Exercise: Search the records for the string "Vandike", then copy each line where it appears.

Data section:
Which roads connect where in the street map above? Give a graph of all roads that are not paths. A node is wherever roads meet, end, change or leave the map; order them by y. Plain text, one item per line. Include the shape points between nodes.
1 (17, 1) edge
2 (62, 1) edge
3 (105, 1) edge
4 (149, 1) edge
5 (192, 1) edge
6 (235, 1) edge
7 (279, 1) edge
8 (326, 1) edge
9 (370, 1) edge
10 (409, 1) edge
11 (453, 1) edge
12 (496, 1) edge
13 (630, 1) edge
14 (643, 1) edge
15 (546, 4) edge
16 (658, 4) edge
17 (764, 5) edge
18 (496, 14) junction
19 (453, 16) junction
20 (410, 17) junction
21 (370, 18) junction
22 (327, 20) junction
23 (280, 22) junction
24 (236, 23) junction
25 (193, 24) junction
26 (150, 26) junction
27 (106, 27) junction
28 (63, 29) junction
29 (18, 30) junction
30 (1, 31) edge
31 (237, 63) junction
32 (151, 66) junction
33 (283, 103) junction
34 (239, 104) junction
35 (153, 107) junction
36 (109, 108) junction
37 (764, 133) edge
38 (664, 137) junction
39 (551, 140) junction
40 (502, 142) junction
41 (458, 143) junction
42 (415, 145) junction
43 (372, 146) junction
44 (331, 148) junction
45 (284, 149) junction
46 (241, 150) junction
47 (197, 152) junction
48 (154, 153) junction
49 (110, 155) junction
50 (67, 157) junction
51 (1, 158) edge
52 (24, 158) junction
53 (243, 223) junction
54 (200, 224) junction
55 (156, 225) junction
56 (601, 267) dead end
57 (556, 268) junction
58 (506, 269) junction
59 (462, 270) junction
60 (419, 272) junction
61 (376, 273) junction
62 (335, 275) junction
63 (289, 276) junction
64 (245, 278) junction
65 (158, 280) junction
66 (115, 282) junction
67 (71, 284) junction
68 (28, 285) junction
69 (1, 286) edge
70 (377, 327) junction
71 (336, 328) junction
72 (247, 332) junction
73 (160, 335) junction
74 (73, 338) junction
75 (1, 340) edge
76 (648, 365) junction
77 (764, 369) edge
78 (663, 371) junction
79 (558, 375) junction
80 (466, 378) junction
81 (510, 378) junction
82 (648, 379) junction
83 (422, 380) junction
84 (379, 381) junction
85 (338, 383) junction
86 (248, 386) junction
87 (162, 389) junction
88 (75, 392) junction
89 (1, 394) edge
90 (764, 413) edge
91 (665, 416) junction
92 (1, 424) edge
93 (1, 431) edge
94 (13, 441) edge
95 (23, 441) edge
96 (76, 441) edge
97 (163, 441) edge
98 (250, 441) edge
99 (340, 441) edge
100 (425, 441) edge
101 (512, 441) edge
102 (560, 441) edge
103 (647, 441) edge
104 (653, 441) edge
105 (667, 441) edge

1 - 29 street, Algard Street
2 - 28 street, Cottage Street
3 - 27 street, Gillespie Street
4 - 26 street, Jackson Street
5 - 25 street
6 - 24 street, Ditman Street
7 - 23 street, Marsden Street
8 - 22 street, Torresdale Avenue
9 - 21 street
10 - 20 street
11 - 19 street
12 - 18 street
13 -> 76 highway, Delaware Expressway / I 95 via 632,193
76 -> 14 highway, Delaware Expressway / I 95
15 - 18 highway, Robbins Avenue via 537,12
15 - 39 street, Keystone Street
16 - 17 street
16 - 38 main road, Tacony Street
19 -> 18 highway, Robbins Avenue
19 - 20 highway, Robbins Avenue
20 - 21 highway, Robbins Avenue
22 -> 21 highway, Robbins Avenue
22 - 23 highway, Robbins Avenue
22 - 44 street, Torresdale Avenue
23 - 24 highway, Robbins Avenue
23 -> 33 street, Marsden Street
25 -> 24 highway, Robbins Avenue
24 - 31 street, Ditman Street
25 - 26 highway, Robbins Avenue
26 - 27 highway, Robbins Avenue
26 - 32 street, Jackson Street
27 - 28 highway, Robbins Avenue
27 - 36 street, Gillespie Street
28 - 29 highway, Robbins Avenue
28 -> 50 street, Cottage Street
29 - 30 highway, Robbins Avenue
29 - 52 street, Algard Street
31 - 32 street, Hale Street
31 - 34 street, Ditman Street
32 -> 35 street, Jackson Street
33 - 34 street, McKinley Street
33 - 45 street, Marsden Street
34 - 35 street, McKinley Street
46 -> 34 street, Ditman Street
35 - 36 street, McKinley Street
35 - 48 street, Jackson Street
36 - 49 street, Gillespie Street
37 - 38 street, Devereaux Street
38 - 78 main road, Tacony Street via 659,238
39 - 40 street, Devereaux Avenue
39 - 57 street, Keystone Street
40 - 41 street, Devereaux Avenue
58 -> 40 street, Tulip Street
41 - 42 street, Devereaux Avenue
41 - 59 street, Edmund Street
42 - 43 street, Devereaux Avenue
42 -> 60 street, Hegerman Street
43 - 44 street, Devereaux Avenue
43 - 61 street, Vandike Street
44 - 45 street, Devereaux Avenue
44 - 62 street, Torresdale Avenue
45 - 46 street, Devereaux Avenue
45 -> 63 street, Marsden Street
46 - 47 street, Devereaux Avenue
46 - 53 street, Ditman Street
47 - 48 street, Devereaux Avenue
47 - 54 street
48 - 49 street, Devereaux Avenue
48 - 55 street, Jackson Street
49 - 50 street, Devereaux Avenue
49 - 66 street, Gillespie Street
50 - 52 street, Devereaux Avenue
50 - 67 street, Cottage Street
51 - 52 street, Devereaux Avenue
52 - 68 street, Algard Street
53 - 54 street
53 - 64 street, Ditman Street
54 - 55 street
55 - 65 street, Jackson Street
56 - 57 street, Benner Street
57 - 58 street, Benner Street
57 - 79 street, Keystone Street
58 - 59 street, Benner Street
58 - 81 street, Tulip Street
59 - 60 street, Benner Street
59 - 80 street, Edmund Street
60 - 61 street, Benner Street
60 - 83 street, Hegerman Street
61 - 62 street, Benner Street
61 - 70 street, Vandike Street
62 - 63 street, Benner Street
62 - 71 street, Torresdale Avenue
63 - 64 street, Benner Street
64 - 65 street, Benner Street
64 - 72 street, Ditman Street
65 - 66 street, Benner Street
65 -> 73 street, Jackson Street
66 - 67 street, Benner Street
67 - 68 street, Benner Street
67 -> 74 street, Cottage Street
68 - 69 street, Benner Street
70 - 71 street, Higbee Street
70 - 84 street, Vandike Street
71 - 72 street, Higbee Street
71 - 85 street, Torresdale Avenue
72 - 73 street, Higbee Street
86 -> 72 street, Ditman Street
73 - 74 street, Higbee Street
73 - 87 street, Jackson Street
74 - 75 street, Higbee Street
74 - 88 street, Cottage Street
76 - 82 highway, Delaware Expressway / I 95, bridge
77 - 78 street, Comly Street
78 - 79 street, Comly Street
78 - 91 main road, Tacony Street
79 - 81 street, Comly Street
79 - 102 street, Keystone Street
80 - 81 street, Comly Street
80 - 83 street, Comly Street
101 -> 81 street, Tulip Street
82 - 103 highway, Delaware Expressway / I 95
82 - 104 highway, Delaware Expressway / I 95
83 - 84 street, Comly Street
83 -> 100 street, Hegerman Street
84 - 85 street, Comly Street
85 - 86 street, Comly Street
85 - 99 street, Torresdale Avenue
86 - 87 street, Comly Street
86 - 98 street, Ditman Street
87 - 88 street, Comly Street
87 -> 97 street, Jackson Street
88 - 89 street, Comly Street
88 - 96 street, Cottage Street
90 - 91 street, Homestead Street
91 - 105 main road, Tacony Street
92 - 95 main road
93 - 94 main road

Answer:
43 - 61 street, Vandike Street
61 - 70 street, Vandike Street
70 - 84 street, Vandike Street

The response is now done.